(TASK STATEMENT):
Return the lines below that carry the word "بومدين".

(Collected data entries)
-=-=-

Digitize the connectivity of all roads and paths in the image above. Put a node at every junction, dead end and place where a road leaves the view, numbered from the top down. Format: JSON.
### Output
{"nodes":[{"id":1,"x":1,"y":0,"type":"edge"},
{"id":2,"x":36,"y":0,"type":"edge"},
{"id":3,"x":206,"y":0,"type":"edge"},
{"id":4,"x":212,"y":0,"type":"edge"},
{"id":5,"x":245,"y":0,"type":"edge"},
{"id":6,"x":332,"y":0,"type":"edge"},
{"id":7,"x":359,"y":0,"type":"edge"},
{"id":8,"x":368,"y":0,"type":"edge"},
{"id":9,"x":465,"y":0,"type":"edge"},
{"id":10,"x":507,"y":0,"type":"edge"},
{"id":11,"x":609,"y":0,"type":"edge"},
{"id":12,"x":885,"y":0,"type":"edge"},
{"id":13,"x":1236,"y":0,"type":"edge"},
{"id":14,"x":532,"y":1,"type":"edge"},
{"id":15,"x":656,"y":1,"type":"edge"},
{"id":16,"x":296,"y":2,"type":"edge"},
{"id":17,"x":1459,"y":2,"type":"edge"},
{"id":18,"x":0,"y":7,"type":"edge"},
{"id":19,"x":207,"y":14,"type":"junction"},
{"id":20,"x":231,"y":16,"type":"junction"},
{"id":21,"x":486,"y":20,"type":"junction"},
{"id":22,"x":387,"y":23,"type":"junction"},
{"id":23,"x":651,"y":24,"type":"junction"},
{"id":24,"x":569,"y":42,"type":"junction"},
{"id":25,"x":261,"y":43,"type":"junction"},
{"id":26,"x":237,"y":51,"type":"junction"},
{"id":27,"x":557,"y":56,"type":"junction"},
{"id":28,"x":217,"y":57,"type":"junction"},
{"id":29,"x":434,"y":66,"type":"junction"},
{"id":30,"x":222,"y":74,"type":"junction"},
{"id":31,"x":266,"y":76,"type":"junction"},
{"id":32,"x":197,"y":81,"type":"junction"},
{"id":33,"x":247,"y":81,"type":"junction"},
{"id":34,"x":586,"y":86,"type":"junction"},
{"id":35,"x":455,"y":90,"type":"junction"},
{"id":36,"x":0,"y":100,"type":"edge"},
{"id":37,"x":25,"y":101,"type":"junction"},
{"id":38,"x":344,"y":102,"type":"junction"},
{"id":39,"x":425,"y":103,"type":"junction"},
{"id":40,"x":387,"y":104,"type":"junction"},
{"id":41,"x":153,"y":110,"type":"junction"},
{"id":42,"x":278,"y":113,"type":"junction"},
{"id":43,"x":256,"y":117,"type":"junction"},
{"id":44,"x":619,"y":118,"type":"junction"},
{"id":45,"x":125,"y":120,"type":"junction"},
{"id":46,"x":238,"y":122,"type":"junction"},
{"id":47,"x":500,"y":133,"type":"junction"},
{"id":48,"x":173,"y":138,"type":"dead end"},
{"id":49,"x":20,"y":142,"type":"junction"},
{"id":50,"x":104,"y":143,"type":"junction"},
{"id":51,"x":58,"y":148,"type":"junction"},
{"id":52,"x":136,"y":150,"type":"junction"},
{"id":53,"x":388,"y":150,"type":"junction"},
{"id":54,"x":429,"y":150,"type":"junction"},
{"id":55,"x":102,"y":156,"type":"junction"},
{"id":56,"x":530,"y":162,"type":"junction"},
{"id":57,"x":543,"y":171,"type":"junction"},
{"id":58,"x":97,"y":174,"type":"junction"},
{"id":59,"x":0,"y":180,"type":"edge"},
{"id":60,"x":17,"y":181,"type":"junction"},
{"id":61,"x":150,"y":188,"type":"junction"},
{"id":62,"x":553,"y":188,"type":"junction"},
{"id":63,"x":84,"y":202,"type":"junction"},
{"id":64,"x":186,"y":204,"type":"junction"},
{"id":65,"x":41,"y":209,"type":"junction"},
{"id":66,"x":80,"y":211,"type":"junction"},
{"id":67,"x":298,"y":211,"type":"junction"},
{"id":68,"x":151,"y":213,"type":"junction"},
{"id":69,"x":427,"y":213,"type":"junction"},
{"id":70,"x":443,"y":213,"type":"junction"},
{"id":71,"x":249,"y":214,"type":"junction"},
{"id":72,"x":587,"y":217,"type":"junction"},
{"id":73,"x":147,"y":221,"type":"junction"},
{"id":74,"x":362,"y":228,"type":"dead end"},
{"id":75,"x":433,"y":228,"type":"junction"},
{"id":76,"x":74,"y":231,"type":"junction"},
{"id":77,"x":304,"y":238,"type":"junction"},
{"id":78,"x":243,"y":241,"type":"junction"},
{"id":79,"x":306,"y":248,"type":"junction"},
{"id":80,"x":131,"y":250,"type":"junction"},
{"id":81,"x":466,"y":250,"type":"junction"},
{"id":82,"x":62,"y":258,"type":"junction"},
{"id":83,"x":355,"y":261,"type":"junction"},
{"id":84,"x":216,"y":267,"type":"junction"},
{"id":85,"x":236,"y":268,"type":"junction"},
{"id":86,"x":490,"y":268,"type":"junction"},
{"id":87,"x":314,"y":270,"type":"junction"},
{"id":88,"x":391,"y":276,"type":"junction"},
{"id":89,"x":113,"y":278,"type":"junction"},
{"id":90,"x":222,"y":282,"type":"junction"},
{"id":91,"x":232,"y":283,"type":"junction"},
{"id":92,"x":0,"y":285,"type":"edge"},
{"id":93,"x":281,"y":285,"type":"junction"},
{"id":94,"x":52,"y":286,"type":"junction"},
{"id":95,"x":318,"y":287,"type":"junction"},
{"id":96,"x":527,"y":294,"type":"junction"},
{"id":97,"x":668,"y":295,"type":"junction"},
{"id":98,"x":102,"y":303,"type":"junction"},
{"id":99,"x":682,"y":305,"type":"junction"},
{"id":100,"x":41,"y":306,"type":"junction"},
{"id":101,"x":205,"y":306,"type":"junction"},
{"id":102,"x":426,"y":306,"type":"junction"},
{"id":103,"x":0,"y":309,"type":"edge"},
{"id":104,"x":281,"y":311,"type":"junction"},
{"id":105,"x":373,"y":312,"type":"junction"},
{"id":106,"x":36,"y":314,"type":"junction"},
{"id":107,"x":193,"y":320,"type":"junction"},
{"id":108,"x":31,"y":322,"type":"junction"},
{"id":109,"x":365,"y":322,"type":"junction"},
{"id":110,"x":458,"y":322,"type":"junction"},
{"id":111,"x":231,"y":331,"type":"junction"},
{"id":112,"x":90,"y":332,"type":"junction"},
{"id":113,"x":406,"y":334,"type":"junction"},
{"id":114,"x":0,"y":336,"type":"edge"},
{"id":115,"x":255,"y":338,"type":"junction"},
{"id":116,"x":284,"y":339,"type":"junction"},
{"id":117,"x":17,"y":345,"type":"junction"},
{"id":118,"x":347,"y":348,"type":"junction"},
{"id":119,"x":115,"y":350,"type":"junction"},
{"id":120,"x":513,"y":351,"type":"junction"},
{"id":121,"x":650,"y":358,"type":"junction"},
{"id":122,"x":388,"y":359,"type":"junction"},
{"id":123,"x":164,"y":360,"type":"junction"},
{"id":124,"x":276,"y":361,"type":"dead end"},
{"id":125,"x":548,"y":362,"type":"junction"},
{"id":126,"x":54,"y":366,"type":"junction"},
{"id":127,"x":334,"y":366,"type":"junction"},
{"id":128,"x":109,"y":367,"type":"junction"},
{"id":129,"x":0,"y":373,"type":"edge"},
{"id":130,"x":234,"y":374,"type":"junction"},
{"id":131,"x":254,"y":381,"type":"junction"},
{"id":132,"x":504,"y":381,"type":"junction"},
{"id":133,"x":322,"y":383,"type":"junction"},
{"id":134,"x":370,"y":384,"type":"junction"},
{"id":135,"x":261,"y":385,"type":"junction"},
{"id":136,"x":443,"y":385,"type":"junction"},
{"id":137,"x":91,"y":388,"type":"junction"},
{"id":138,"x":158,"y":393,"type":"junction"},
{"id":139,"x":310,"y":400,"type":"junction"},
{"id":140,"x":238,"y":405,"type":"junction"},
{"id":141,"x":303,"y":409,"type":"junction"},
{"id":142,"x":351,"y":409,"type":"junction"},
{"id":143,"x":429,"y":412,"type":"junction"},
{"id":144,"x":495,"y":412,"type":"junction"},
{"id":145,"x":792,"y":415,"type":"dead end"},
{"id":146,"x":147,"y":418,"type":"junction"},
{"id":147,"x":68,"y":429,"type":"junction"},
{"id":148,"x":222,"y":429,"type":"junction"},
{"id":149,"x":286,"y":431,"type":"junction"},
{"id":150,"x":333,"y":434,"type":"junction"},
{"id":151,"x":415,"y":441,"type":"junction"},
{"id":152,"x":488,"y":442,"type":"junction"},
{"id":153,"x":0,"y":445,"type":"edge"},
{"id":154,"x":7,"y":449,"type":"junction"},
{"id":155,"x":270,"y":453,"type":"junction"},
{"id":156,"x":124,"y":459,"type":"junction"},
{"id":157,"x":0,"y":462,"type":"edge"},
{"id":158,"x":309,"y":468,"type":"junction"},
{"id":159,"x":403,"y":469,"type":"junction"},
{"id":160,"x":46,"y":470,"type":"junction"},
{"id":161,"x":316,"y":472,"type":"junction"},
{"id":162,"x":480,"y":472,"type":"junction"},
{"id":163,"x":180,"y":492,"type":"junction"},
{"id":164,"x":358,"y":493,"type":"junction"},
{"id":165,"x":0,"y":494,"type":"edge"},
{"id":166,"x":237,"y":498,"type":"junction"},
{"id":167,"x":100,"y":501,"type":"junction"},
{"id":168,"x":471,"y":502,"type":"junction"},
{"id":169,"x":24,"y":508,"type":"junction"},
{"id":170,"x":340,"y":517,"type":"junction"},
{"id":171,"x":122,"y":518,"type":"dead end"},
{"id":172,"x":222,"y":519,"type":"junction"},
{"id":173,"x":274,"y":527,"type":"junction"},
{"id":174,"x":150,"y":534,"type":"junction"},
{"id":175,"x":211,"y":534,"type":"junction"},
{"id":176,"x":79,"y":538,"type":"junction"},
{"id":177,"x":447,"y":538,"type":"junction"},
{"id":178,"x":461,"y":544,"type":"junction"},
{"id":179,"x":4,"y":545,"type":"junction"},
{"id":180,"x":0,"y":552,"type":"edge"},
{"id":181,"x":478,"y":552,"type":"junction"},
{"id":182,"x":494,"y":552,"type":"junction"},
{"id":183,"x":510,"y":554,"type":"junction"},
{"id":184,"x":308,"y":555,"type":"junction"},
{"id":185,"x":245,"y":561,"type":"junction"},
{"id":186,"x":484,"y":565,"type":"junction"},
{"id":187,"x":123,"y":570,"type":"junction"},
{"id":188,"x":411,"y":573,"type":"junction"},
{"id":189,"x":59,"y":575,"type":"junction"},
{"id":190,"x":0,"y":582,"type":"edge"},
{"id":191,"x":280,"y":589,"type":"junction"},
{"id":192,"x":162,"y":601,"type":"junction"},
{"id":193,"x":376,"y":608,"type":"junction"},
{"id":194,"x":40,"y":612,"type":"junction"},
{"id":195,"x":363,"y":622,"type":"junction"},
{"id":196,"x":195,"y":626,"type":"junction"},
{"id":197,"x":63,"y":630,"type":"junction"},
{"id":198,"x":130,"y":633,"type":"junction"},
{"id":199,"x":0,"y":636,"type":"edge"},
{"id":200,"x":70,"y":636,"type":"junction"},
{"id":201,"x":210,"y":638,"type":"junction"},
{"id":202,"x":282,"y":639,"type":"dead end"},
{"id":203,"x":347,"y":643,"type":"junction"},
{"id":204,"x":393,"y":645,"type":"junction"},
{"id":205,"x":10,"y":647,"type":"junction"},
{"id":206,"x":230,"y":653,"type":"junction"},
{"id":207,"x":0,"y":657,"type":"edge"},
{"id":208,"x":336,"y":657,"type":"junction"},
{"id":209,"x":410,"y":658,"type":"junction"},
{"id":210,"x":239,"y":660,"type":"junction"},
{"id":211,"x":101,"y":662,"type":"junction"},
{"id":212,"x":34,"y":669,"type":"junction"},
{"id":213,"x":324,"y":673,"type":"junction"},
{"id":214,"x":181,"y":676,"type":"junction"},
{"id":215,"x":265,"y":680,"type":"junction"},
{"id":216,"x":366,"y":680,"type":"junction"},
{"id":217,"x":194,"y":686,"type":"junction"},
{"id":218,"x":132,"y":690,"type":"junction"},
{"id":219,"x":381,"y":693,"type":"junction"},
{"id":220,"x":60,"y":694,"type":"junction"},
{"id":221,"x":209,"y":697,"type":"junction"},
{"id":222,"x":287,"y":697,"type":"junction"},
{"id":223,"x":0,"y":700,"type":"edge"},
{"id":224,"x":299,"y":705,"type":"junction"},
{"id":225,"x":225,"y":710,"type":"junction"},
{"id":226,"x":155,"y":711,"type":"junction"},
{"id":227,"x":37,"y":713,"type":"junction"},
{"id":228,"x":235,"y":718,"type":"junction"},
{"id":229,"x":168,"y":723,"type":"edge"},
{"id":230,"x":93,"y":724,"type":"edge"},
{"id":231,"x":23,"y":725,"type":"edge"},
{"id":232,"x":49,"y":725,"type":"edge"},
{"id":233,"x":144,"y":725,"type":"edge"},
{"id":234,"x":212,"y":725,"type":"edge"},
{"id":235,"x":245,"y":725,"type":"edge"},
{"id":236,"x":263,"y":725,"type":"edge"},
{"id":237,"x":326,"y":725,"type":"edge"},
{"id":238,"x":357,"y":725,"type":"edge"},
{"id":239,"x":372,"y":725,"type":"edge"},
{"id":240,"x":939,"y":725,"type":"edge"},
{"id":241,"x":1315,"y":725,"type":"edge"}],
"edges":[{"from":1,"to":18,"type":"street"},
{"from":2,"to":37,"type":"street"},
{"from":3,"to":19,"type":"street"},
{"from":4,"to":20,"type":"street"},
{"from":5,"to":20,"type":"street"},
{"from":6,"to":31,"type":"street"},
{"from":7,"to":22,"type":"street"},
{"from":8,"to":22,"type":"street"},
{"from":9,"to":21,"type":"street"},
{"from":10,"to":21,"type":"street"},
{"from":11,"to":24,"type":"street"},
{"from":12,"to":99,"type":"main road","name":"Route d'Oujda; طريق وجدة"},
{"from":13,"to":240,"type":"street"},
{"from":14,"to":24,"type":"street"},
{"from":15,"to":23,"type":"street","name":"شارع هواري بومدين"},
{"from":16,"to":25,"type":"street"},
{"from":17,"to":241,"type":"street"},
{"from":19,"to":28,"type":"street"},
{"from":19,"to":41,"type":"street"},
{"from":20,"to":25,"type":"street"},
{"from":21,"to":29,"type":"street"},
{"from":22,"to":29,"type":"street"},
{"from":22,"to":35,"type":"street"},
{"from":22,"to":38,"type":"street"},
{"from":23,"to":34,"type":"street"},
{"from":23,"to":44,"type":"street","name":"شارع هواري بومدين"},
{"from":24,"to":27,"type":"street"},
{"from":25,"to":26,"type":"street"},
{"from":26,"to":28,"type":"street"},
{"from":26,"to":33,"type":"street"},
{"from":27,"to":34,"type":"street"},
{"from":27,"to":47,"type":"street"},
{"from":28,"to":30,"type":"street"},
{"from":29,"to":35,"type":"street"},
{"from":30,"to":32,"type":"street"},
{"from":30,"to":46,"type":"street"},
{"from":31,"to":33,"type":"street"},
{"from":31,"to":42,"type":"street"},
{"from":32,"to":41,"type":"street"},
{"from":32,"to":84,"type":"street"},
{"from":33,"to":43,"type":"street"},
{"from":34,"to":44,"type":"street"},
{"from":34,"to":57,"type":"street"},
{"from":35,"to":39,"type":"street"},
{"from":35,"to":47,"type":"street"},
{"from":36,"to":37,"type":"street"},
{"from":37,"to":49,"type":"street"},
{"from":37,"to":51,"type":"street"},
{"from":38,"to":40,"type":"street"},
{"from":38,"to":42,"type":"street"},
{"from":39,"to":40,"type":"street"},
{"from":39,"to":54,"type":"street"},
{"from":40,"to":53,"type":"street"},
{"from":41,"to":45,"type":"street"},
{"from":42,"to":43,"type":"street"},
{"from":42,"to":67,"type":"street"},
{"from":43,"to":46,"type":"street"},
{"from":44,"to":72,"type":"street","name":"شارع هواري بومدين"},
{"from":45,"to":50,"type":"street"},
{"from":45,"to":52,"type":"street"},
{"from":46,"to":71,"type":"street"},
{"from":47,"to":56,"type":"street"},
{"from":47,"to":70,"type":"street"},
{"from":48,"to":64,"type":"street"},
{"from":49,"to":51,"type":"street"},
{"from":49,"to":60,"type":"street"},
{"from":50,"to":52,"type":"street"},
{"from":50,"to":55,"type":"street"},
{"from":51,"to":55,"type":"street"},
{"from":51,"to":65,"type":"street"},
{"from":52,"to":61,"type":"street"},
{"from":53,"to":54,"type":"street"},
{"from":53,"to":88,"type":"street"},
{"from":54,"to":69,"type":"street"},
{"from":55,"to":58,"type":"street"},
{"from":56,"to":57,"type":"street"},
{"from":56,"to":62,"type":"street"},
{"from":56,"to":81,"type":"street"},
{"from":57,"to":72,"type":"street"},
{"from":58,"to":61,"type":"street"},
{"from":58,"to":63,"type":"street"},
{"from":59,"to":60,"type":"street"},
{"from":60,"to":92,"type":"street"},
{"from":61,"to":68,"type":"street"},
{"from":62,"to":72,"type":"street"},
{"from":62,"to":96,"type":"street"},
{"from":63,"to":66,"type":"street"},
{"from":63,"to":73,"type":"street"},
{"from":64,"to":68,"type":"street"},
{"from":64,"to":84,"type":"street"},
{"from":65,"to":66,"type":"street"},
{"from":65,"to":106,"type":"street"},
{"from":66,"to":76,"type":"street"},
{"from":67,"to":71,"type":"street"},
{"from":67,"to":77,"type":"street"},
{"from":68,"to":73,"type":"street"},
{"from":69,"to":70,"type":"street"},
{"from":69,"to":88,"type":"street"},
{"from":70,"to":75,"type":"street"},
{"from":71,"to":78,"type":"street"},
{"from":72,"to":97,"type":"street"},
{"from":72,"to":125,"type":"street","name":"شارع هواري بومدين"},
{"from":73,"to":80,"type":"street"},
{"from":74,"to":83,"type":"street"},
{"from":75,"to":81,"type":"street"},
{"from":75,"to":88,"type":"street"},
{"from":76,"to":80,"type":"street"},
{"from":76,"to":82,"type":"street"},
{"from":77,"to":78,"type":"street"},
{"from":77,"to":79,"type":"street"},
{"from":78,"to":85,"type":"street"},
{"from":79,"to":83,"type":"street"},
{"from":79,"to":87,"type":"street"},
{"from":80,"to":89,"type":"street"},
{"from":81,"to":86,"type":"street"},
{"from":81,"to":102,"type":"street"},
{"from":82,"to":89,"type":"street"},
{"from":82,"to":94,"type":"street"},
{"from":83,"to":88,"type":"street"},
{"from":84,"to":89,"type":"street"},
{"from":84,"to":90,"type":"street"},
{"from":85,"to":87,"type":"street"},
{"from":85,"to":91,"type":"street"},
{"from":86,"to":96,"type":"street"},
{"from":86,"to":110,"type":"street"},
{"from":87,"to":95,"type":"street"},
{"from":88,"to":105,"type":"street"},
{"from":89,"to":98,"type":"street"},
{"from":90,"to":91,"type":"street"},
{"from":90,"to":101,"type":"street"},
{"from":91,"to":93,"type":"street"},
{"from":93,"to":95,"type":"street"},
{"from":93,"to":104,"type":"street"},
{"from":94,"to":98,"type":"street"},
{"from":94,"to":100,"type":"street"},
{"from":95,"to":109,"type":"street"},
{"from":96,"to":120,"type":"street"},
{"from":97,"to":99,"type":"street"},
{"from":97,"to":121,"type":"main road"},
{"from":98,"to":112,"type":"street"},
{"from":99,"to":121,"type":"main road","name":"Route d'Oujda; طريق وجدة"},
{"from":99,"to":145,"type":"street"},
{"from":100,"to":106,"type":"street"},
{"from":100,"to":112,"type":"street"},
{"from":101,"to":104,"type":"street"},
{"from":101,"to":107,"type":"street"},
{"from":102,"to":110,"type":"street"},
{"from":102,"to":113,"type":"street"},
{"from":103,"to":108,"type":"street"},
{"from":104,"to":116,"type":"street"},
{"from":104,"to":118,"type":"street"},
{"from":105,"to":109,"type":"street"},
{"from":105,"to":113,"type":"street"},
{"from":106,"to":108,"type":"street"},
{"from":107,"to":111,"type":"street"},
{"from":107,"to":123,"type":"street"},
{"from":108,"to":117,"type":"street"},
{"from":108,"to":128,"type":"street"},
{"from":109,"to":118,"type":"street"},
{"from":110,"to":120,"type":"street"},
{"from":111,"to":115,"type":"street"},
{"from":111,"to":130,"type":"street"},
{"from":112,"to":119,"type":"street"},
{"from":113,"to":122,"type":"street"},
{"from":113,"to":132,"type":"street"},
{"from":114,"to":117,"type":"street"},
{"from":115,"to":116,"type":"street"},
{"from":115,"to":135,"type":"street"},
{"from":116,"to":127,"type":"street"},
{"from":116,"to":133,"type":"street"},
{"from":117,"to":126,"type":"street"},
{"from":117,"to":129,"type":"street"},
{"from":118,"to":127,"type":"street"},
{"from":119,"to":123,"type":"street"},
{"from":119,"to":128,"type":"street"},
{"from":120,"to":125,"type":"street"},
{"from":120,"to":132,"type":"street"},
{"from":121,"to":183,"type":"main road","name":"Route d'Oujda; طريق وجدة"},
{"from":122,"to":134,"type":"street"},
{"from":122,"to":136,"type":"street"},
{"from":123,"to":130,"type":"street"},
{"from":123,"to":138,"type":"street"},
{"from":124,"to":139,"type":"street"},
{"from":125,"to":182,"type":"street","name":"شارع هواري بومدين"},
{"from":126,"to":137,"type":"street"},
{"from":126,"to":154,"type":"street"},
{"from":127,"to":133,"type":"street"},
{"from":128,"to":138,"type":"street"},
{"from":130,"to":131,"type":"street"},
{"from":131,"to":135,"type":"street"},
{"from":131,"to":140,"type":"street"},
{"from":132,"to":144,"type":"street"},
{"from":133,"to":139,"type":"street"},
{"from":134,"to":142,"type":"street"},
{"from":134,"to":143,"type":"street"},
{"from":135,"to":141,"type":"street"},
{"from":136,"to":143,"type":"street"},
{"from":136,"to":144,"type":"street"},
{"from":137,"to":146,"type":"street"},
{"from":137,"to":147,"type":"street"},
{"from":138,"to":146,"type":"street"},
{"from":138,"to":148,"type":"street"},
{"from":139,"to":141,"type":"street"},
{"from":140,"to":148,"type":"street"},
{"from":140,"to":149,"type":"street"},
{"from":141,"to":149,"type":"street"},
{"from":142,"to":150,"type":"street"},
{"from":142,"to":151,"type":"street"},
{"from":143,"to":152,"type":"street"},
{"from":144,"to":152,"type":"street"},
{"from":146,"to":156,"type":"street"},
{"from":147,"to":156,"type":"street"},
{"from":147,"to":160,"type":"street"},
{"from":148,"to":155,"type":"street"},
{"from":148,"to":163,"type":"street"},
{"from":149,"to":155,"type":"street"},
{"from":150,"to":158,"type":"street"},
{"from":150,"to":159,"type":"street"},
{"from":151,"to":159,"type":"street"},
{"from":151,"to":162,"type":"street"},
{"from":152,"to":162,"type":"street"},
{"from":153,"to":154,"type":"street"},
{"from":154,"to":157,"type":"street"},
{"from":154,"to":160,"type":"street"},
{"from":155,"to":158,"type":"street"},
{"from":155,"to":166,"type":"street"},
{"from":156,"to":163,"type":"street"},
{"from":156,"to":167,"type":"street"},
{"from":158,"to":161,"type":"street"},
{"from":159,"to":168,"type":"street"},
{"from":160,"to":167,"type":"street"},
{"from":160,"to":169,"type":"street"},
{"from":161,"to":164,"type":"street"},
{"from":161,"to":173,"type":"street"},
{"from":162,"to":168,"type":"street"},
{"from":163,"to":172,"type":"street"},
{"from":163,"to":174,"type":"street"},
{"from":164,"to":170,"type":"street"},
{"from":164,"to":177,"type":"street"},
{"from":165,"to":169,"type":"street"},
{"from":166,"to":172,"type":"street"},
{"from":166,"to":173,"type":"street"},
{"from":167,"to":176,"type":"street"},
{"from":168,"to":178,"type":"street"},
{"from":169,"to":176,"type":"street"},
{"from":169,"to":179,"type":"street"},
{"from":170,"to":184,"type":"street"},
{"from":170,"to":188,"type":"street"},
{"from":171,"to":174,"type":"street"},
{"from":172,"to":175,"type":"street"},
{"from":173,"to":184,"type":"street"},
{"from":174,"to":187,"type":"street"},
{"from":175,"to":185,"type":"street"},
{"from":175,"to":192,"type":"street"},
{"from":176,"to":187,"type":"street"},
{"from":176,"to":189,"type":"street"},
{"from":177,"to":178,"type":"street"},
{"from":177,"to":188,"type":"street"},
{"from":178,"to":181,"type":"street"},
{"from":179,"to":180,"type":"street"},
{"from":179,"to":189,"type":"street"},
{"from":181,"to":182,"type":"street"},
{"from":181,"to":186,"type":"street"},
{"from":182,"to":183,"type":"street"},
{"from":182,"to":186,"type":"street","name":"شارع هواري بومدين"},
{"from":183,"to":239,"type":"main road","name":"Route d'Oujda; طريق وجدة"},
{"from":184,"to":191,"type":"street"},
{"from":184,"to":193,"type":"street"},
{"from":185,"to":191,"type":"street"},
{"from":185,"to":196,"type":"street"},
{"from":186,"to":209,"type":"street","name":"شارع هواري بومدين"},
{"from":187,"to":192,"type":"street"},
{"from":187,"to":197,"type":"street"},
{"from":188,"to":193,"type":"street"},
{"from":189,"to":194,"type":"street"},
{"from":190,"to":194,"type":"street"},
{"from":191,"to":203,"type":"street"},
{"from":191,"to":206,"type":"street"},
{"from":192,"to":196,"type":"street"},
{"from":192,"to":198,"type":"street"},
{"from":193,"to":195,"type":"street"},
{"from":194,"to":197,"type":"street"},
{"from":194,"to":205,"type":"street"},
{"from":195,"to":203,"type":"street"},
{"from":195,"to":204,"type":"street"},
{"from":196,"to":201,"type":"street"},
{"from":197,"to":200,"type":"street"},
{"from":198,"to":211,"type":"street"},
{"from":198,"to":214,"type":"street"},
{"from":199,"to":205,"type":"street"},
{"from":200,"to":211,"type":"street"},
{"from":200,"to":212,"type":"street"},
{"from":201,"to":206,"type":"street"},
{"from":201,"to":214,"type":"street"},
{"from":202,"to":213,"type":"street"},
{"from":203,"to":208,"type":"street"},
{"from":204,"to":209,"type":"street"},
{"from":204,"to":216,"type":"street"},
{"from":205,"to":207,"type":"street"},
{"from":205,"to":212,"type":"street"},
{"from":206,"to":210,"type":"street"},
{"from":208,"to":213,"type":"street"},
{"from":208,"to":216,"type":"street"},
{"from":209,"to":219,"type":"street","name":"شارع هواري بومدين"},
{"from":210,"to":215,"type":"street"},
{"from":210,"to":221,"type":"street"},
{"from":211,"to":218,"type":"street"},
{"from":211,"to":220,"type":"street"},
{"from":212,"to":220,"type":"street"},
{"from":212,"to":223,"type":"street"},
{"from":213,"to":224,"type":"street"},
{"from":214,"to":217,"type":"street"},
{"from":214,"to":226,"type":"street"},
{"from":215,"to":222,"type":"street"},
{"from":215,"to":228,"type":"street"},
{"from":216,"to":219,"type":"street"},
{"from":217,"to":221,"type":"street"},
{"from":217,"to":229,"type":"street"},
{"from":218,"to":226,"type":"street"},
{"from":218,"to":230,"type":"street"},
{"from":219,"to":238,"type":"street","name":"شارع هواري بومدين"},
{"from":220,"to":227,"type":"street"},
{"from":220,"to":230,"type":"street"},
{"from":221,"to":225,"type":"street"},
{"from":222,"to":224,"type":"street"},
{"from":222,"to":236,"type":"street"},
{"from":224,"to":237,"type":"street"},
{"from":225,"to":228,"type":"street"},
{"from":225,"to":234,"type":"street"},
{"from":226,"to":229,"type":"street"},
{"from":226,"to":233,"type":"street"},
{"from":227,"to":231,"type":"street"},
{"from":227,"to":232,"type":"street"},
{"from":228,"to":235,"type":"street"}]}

-=-=-

(RESPONSE TO THIS TASK):
{"from":15,"to":23,"type":"street","name":"شارع هواري بومدين"},
{"from":23,"to":44,"type":"street","name":"شارع هواري بومدين"},
{"from":44,"to":72,"type":"street","name":"شارع هواري بومدين"},
{"from":72,"to":125,"type":"street","name":"شارع هواري بومدين"},
{"from":125,"to":182,"type":"street","name":"شارع هواري بومدين"},
{"from":182,"to":186,"type":"street","name":"شارع هواري بومدين"},
{"from":186,"to":209,"type":"street","name":"شارع هواري بومدين"},
{"from":209,"to":219,"type":"street","name":"شارع هواري بومدين"},
{"from":219,"to":238,"type":"street","name":"شارع هواري بومدين"},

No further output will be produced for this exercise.